*EXERCISE REQUIREMENTS*
Leave out the pictures, and retype only the lines from the beginning of the material through the line that contains "index mcp: (540, 415)", including both.

*INPUT DATA*
*** Begin section ***
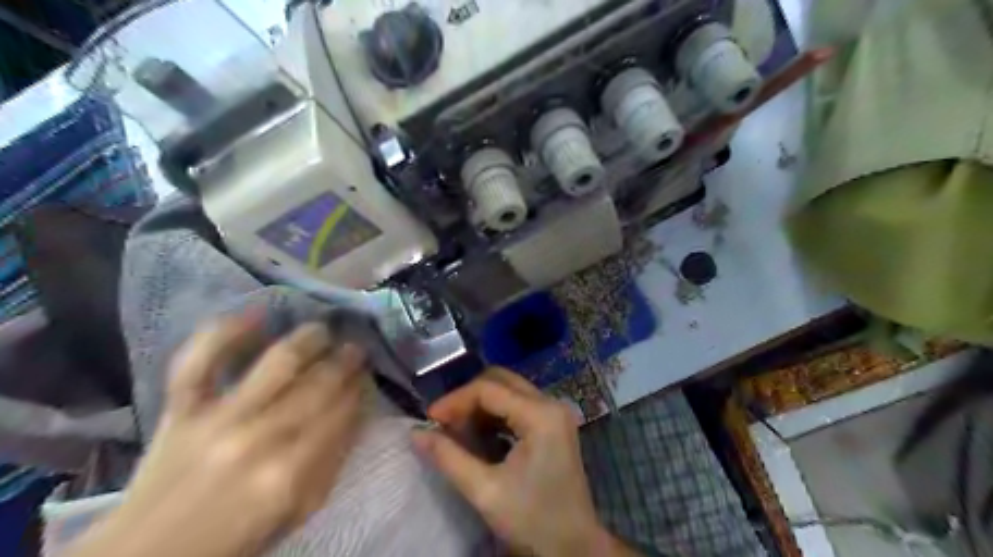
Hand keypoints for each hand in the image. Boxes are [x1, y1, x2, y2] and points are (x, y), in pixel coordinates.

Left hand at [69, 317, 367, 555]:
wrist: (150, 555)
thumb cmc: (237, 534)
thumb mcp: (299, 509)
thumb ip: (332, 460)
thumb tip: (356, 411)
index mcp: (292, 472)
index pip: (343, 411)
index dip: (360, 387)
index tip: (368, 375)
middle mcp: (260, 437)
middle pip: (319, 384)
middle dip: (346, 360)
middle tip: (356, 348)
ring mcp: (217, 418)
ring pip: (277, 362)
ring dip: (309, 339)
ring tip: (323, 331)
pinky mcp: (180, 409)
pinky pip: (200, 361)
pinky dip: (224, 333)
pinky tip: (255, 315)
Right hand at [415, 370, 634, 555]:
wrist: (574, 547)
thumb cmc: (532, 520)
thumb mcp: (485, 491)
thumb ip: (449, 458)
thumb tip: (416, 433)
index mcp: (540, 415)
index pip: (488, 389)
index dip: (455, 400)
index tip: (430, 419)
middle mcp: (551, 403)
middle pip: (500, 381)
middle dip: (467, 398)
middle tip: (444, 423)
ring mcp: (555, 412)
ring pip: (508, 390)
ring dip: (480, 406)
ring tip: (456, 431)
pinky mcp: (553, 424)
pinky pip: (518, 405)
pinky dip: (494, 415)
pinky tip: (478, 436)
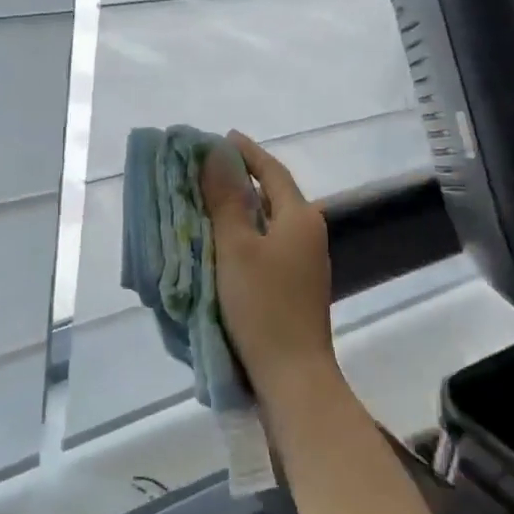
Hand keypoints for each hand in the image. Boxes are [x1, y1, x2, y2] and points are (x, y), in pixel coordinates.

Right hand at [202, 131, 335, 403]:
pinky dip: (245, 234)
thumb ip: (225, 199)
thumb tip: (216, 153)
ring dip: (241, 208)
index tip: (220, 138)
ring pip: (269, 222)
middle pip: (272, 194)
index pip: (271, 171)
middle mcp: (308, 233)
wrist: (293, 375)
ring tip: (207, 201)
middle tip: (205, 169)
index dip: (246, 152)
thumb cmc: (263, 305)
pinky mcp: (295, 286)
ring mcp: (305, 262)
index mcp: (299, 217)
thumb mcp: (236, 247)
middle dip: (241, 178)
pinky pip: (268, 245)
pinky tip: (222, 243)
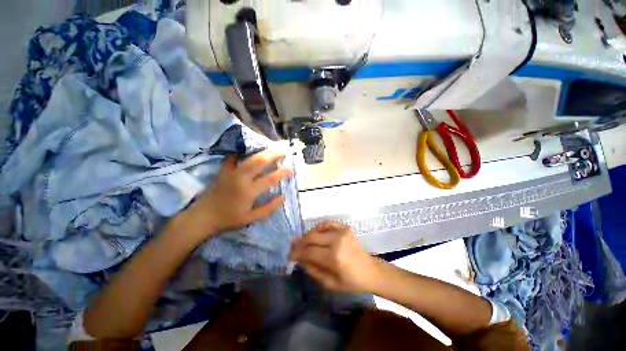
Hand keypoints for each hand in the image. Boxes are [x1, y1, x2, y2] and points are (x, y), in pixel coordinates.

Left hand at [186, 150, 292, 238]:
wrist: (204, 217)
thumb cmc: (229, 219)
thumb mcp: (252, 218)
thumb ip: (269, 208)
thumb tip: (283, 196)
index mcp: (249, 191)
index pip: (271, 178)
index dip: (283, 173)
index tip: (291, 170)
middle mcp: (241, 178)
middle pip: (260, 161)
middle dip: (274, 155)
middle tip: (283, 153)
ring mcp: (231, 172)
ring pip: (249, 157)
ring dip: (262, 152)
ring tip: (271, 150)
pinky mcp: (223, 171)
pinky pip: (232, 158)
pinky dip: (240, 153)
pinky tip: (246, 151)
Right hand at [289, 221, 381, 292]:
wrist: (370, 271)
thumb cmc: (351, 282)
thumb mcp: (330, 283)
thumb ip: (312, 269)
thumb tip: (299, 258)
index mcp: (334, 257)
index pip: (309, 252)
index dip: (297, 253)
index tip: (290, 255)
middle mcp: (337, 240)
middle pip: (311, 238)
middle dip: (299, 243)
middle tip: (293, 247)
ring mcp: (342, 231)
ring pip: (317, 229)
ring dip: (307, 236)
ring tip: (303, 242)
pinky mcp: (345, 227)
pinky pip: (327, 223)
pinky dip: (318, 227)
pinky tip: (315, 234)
*** End section ***
*EXPECTED OUTPUT*
Hand keypoints for each hand in the image. Boxes are [x1, y1, x2, y2] and points are (x, y), in pixel coordinates.

Left hand at [69, 317, 367, 555]:
wrist: (150, 555)
thumb cmc: (237, 534)
thumb mcp: (299, 509)
thumb ip: (332, 460)
thumb tip: (356, 411)
index mcp: (292, 472)
index pip: (343, 411)
index dip: (360, 387)
index tip: (368, 375)
middle mcp: (260, 437)
middle pip: (319, 384)
middle dip: (346, 360)
middle tip: (356, 348)
ring mcp: (217, 418)
ring pip: (277, 362)
ring dip: (309, 339)
ring tip: (323, 331)
pinky mcp: (180, 409)
pinky pip: (200, 361)
pinky dip: (224, 333)
pinky tip: (255, 315)
Right hand at [415, 370, 634, 555]:
wrist: (574, 547)
thumb cmc: (532, 520)
thumb mcp: (485, 491)
thumb ip: (449, 458)
thumb tip: (416, 433)
index mcp: (540, 415)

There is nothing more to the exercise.